By allowing ads to appear on this site, you support the local businesses who, in turn, support great journalism.
Want sewer? Two chances to get it
Home builders can now seek allocations twice a year
growth1
Developers will now have two times in a year they can seek sewer allocations for homes they want to build. - photo by HIME ROMERO

Manteca’s magic number might just be 3.9 as in 3.9 percent.

That’s the arbitrary percentage municipal leaders selected 26 years ago for a cap on annual residential sewer allocations in response to growing community concerns that Manteca was expanding too fast.

Manteca was the first Central Valley city to adopt a growth cap by at least a decade. The 1986 ordinance slowed down Manteca home building four times when market demands could easily have doubled the number of homes built in that particular year.

Manteca under the growth cap could have issued just over 900 housing permits this year but no one applied for them. Manteca has been building just over 300 new housing units annually for the past four years. The sewer allocations they have used were tied up in development agreements inked in previous years.

One of the primary mechanisms that make the growth cap work - the annual awarding of allocations once a year in March - hasn’t been used since 1999. That’s when 13 developers with projects containing more than 1,700 building lots were slugging it out for about 650 annual sewer allocations being awarded by the City of Manteca. To avoid suing each other they agreed to enter into development agreements and started bonus buck payments to the city that generated well over $30 million in windfall municipal revenue in exchange for sewer allocation certainty over multiple years.

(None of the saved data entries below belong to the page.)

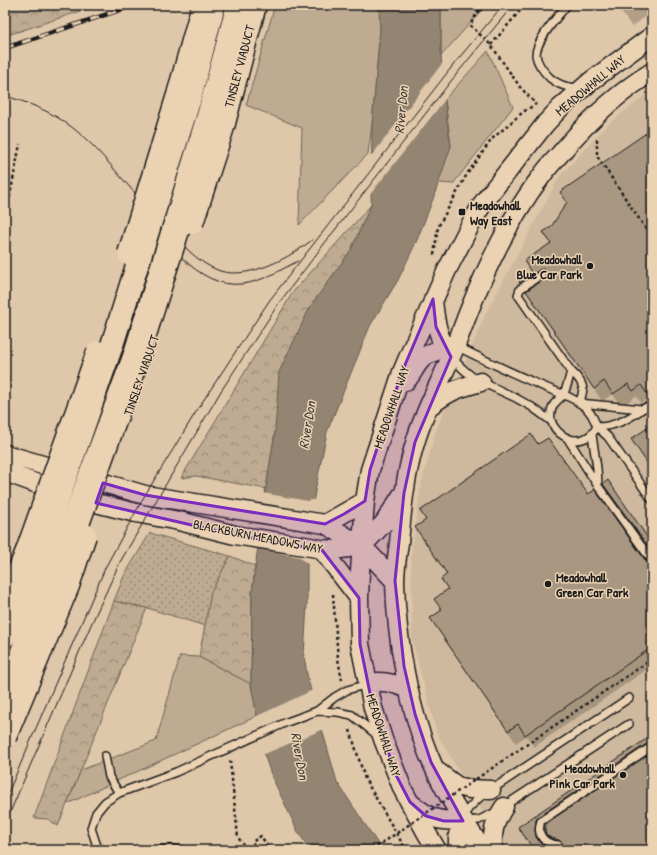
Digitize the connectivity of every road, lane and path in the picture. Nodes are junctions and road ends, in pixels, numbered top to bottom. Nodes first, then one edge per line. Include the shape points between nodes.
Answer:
1 (203, 5) edge
2 (214, 5) edge
3 (230, 5) edge
4 (244, 5) edge
5 (255, 5) edge
6 (482, 5) edge
7 (489, 5) edge
8 (567, 5) edge
9 (524, 6) dead end
10 (478, 11) junction
11 (652, 36) edge
12 (491, 45) junction
13 (652, 72) edge
14 (591, 82) junction
15 (551, 117) junction
16 (585, 126) junction
17 (20, 144) dead end
18 (5, 221) edge
19 (652, 238) edge
20 (542, 274) dead end
21 (433, 299) junction
22 (450, 350) junction
23 (571, 371) junction
24 (481, 382) junction
25 (562, 395) junction
26 (395, 396) junction
27 (580, 403) junction
28 (652, 405) edge
29 (429, 406) junction
30 (642, 409) junction
31 (551, 421) junction
32 (597, 427) junction
33 (592, 435) junction
34 (568, 439) junction
35 (5, 454) edge
36 (5, 472) edge
37 (598, 486) junction
38 (404, 493) junction
39 (652, 500) edge
40 (365, 501) junction
41 (319, 523) junction
42 (362, 546) junction
43 (317, 549) junction
44 (652, 561) edge
45 (395, 581) junction
46 (333, 592) dead end
47 (359, 598) junction
48 (5, 606) edge
49 (5, 636) edge
50 (652, 659) edge
51 (5, 673) edge
52 (342, 680) dead end
53 (368, 684) junction
54 (409, 690) junction
55 (629, 698) dead end
56 (5, 709) edge
57 (316, 711) junction
58 (629, 724) dead end
59 (349, 727) dead end
60 (5, 737) edge
61 (383, 739) junction
62 (228, 748) junction
63 (648, 749) dead end
64 (106, 756) dead end
65 (436, 770) junction
66 (491, 790) junction
67 (119, 793) junction
68 (410, 802) junction
69 (504, 807) junction
70 (463, 821) junction
71 (558, 845) dead end
72 (101, 850) edge
73 (158, 850) edge
74 (182, 850) edge
75 (246, 850) edge
76 (258, 850) edge
77 (270, 850) edge
78 (372, 850) edge
79 (406, 850) edge
80 (437, 850) edge
81 (458, 850) edge
82 (483, 850) edge
83 (493, 850) edge

1 - 48 highway, bridge via 109,320
2 - 49 highway, bridge via 188,101 112,345 36,559
3 - 51 lane, bridge via 202,110 127,354 47,570
4 - 56 highway, TINSLEY VIADUCT, bridge via 213,120 136,363 60,574
5 - 60 highway, TINSLEY VIADUCT, bridge via 223,127 139,381 68,586
6 - 10 path
7 - 10 path
8 - 14 lane via 538,46 536,54 539,64 551,78 566,87 580,87
9 - 12 path
10 - 12 path via 470,25
11 - 14 street, MEADOWHALL WAY
12 - 15 path via 520,87
13 - 16 street, MEADOWHALL WAY via 610,102
14 - 15 street, MEADOWHALL WAY
15 - 21 street, MEADOWHALL WAY via 485,200
16 - 19 path via 597,136 597,156
16 - 22 street, MEADOWHALL WAY via 544,172 517,212 496,250
17 - 18 path
20 - 23 lane via 520,290 518,295
21 - 22 street via 436,327
21 - 26 street, MEADOWHALL WAY via 402,372
22 - 24 lane via 463,369
22 - 25 lane via 492,364
22 - 26 street via 429,354 421,360
22 - 29 street, MEADOWHALL WAY
23 - 25 lane
23 - 27 lane via 583,386
24 - 29 street via 457,388
24 - 31 lane via 532,407
25 - 27 lane
25 - 31 lane via 553,404
26 - 40 street, MEADOWHALL WAY via 370,470
27 - 30 lane
27 - 32 lane via 588,409
28 - 30 lane
29 - 38 street, MEADOWHALL WAY via 415,442
30 - 32 lane via 608,427
31 - 34 lane via 556,430
32 - 33 lane
32 - 39 lane via 608,437
33 - 34 lane via 583,439
33 - 37 lane
34 - 37 lane
35 - 41 street, BLACKBURN MEADOWS WAY via 145,495
36 - 43 street, BLACKBURN MEADOWS WAY via 76,498 136,513 235,535
37 - 44 lane
38 - 42 street via 384,523
38 - 45 street, MEADOWHALL WAY
40 - 41 street via 344,514
40 - 42 street, MEADOWHALL WAY
41 - 42 street, BLACKBURN MEADOWS WAY
42 - 43 street, BLACKBURN MEADOWS WAY via 336,550
42 - 45 street
42 - 47 street, MEADOWHALL WAY
43 - 47 street
45 - 54 street, MEADOWHALL WAY via 399,631
46 - 52 path
47 - 53 street, MEADOWHALL WAY via 360,644
50 - 78 path, bridge
53 - 54 street via 377,681 387,682
53 - 57 lane via 347,690
53 - 61 street, MEADOWHALL WAY
54 - 65 street, MEADOWHALL WAY via 431,762
55 - 66 lane
57 - 61 lane via 352,715
57 - 62 lane
58 - 69 lane
59 - 79 path via 365,779
61 - 68 street, MEADOWHALL WAY via 396,775
62 - 67 lane via 176,772
62 - 75 path via 238,837
63 - 71 lane via 541,821 540,834 544,840
64 - 67 lane via 109,777
65 - 66 street via 457,786
65 - 70 street, MEADOWHALL WAY
66 - 70 lane via 468,809
67 - 72 lane via 105,802 96,813 91,828
68 - 70 street via 426,816 444,821
68 - 80 street, MEADOWHALL WAY
69 - 70 lane via 479,820
69 - 83 street via 492,833
70 - 81 street via 458,835
70 - 82 street, MEADOWHALL WAY
73 - 74 lane
76 - 77 path via 252,842 261,836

Virtually all available sewer allocation except around a couple dozen allocations a year reserved for those building one home or just a couple were tied up in multiple year development agreements. They essentially awarded all available sewer allocation for years in advance. That meant the annual allocation process has essentially been dormant until this year.

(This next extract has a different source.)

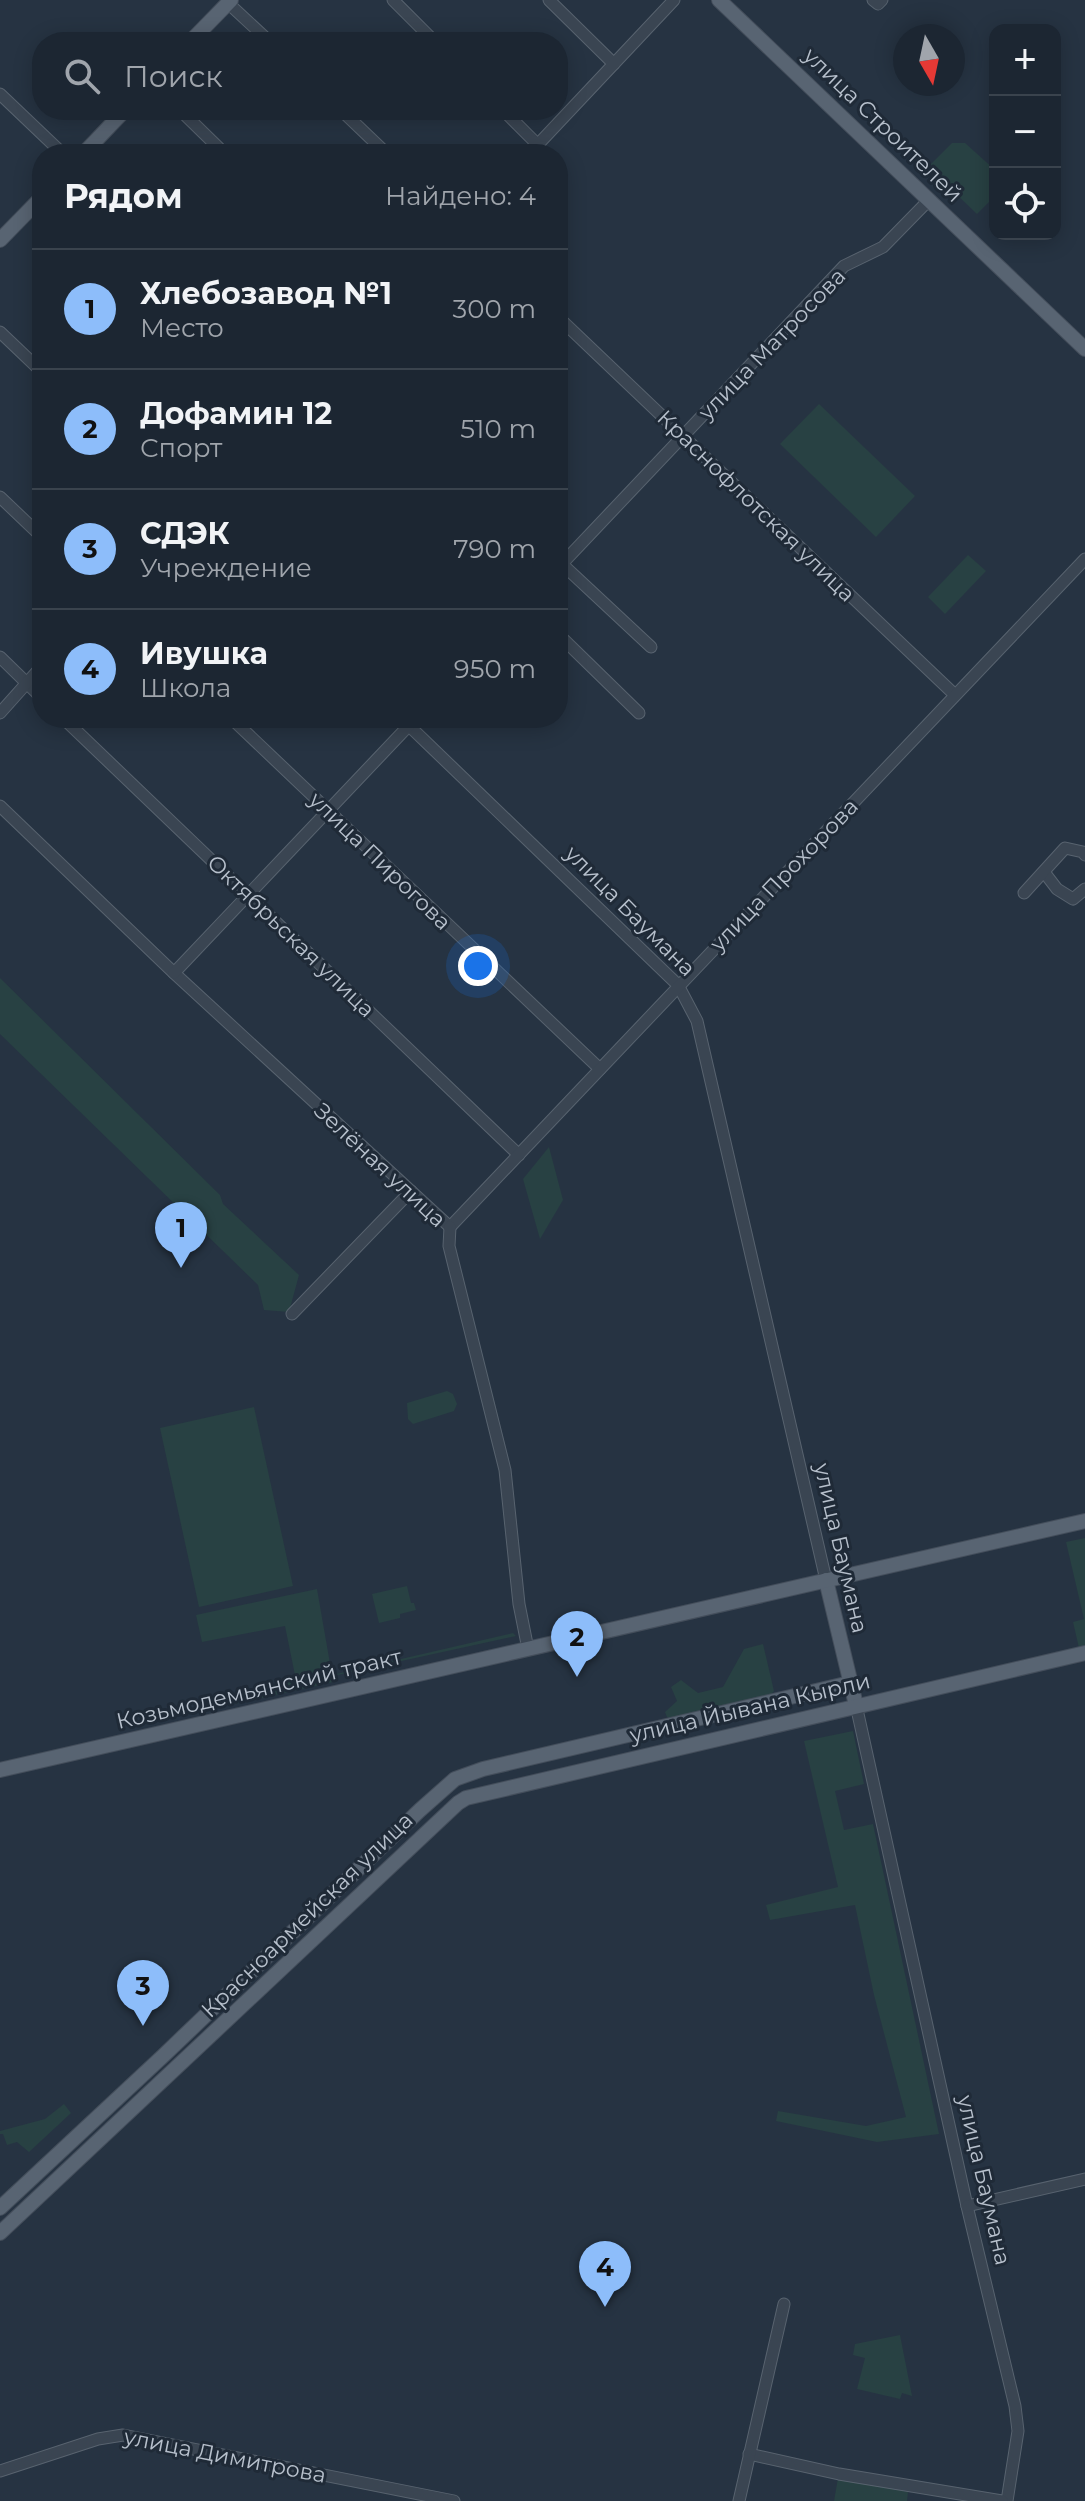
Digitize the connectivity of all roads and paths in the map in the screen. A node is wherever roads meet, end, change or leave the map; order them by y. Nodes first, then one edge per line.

Manteca has not entered into development agreements with the most recently approved residential projects. The builders have the option to apply for allocations through the growth management ordinance but could only do so in March.

Also, the Community Development Department has received a quest for 16 sewer allocations for the remaining 16 lots in the 24-lot Westport Plaza subdivisions north of Daniels Street between Airport Way and Fishback Road. The project was approved in 2004 and a development agreement approved in 2005. the developer built on 8 of the 24 lots prior to the expiration of the development agreement in 2008. A builder wants to buy the finished lots to construct homes but they do not have sewer allocations attached to them. Under current rules, the buyer would have to wait until March of 2013 to acquire sewer allocations.

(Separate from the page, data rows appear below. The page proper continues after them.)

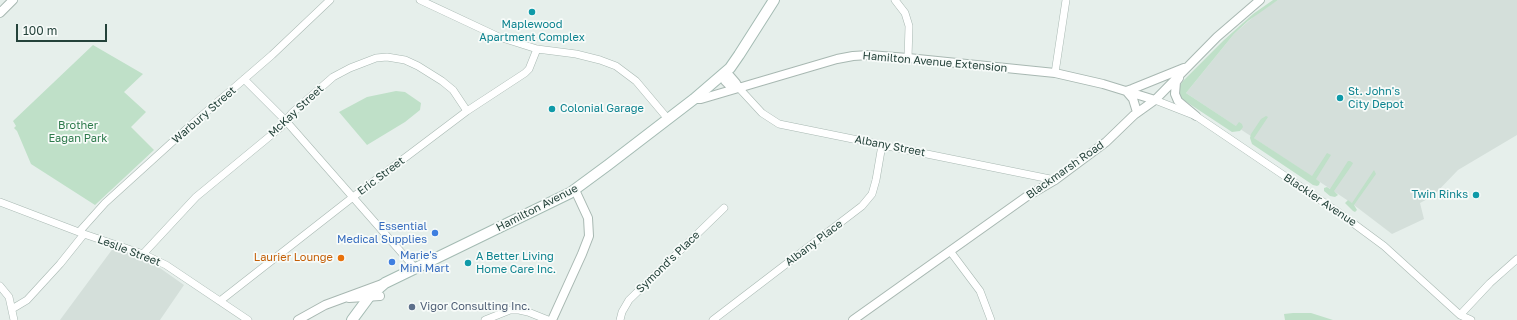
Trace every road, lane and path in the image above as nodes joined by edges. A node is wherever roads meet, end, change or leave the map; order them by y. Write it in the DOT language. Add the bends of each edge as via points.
graph roads {
  1 [pos="330,0"];
  2 [pos="420,0"];
  3 [pos="774,0"];
  4 [pos="895,0"];
  5 [pos="1066,0"];
  6 [pos="1260,0"];
  7 [pos="12,1"];
  8 [pos="0,8"];
  9 [pos="0,13"];
  10 [pos="537,49"];
  11 [pos="908,58"];
  12 [pos="1186,67"];
  13 [pos="1055,73"];
  14 [pos="723,74"];
  15 [pos="244,79"];
  16 [pos="738,88"];
  17 [pos="1125,91"];
  18 [pos="694,99"];
  19 [pos="1155,100"];
  20 [pos="467,111"];
  21 [pos="1137,112"];
  22 [pos="1196,116"];
  23 [pos="668,119"];
  24 [pos="286,121"];
  25 [pos="882,145"];
  26 [pos="1056,180"];
  27 [pos="575,190"];
  28 [pos="353,197"];
  29 [pos="0,202"];
  30 [pos="724,208"];
  31 [pos="81,233"];
  32 [pos="950,251"];
  33 [pos="143,254"];
  34 [pos="1517,260"];
  35 [pos="411,270"];
  36 [pos="385,283"];
  37 [pos="0,286"];
  38 [pos="374,296"];
  39 [pos="352,297"];
  40 [pos="342,298"];
  41 [pos="220,301"];
  42 [pos="12,309"];
  43 [pos="360,310"];
  44 [pos="1460,314"];
  45 [pos="14,320"];
  46 [pos="248,320"];
  47 [pos="298,320"];
  48 [pos="352,320"];
  49 [pos="356,320"];
  50 [pos="485,320"];
  51 [pos="548,320"];
  52 [pos="552,320"];
  53 [pos="620,320"];
  54 [pos="713,320"];
  55 [pos="853,320"];
  56 [pos="991,320"];
  57 [pos="1471,320"];
  1 -- 15 [label="street, Warbury Street"];
  2 -- 10 [label="street" via="499,37"];
  3 -- 14 [label="main road, Hamilton Avenue" via="740,55"];
  4 -- 11 [label="street" via="905,13 909,26"];
  5 -- 13 [label="street"];
  6 -- 12 [label="street, Blackmarsh Road"];
  7 -- 8 [label="street"];
  7 -- 9 [label="street"];
  10 -- 20 [label="street, Eric Street" via="525,73"];
  10 -- 23 [label="street" via="576,54 616,66 636,81"];
  11 -- 13 [label="street, Hamilton Avenue Extension"];
  11 -- 16 [label="street, Hamilton Avenue Extension" via="853,56"];
  12 -- 17 [label="street"];
  12 -- 19 [label="street, Blackmarsh Road"];
  12 -- 22 [label="street" via="1176,82 1175,94 1178,101"];
  13 -- 17 [label="street, Hamilton Avenue Extension"];
  14 -- 16 [label="street, Albany Street" via="730,76"];
  14 -- 18 [label="main road, Hamilton Avenue"];
  15 -- 24 [label="street"];
  15 -- 31 [label="street, Warbury Street" via="105,203"];
  16 -- 18 [label="street, Hamilton Avenue Extension"];
  16 -- 25 [label="street, Albany Street" via="762,113 779,124"];
  17 -- 19 [label="street, Hamilton Avenue Extension"];
  17 -- 21 [label="street" via="1133,99"];
  18 -- 23 [label="main road, Hamilton Avenue"];
  19 -- 21 [label="street, Blackmarsh Road"];
  19 -- 22 [label="street, Blackler Avenue"];
  20 -- 24 [label="street, McKay Street" via="453,90 442,81 405,60 387,57 364,62 333,77"];
  20 -- 28 [label="street, Eric Street"];
  21 -- 26 [label="street, Blackmarsh Road" via="1106,142"];
  22 -- 44 [label="street, Blackler Avenue" via="1361,228"];
  23 -- 27 [label="main road, Hamilton Avenue"];
  24 -- 28 [label="street"];
  24 -- 33 [label="street, McKay Street" via="196,197"];
  25 -- 26 [label="street, Albany Street"];
  25 -- 54 [label="street, Albany Place" via="872,194 862,206"];
  26 -- 32 [label="street, Blackmarsh Road" via="1026,197"];
  27 -- 35 [label="main road, Hamilton Avenue"];
  27 -- 52 [label="street" via="590,223 589,236"];
  28 -- 35 [label="street"];
  28 -- 41 [label="street, Eric Street"];
  29 -- 31 [label="street, Leslie Street"];
  30 -- 53 [label="street, Symond's Place" via="629,300"];
  31 -- 33 [label="street, Leslie Street"];
  31 -- 42 [label="street, Warbury Street" via="60,264 27,300"];
  32 -- 55 [label="street, Blackmarsh Road"];
  32 -- 56 [label="street" via="980,291"];
  33 -- 41 [label="street, Leslie Street" via="166,265"];
  34 -- 44 [label="street"];
  35 -- 36 [label="main road, Hamilton Avenue"];
  35 -- 38 [label="main road, Hamilton Avenue"];
  36 -- 38 [label="main road"];
  36 -- 40 [label="street, Hamilton Avenue"];
  37 -- 42 [label="street" via="9,296"];
  38 -- 39 [label="street, Hamilton Avenue"];
  38 -- 43 [label="main road"];
  38 -- 49 [label="main road"];
  39 -- 40 [label="street, Hamilton Avenue"];
  39 -- 43 [label="street" via="358,302"];
  40 -- 47 [label="street, Hamilton Avenue"];
  41 -- 46 [label="street, Leslie Street"];
  42 -- 45 [label="street"];
  43 -- 48 [label="main road"];
  44 -- 57 [label="street, Blackler Avenue"];
  50 -- 51 [label="street" via="510,310 528,312"];
}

The City Council this past week gave final approval to a staff recommendation to add a second application date during the course of a year in October. That would accommodate Westport’s buyer that wants to start building before the end of the current year.



What spurred the 3.9% growth cap


The 1970s had ended with four strong growth years capped with a 12 percent gain in residents in 1980 that took the city’s population from 20,187 to 25,641 or an increase of roughly 25 percent in 48 months.

The growth rate slowed a bit but then it hit a record 12.1 percent in 1985 followed by a 9.2 percent jump in 1986 that took Manteca’s population up from 29,027 to 35,437 in two years. Manteca today - some 26 years later - has 70,000 residents.

The proverbial straw that broke the camel’s back was the city’s inability to keep up with growth. Fees on growth were inadequate or non-existent for a wide variety of amenities such as parks and fire services.

The city was still recovering from a near-bankruptcy episode in 1980 when the budget reserve was a razor-thin $1,800. Manteca’s financial trials were heavy on civic leaders’ minds during the building boom of 1984 to 1987. They didn’t want a repeat of the 1980s experience which forced the city to leave the just completed Louise Avenue fire station unopened because they couldn’t afford to staff it while city police were using old CHP cars with excess of 90,000 miles on them when the city took delivery of them as primary patrol units.

The 3.9 percent growth cap was codified in Municipal Ordinance No. 800 in 1986. It was years before any other jurisdiction in the region even started seriously toying with the idea of growth caps.

That, though, still wasn’t enough for some people.

A group known as the Concerned Citizens for Planned Growth rolled out a plan in 1990 to put a 2 percent growth cap on the ballot and started collecting signatures. It was countered by developers who wanted a 4.5 percent growth cap instead.

That prompted then Mayor Jack Snyder to roll out an initiative plan that basically mirrored the 3.9 percent growth cap on residential housing. Developers backed down and ultimately the more stringent 2 percent growth cap didn’t qualify for the ballot.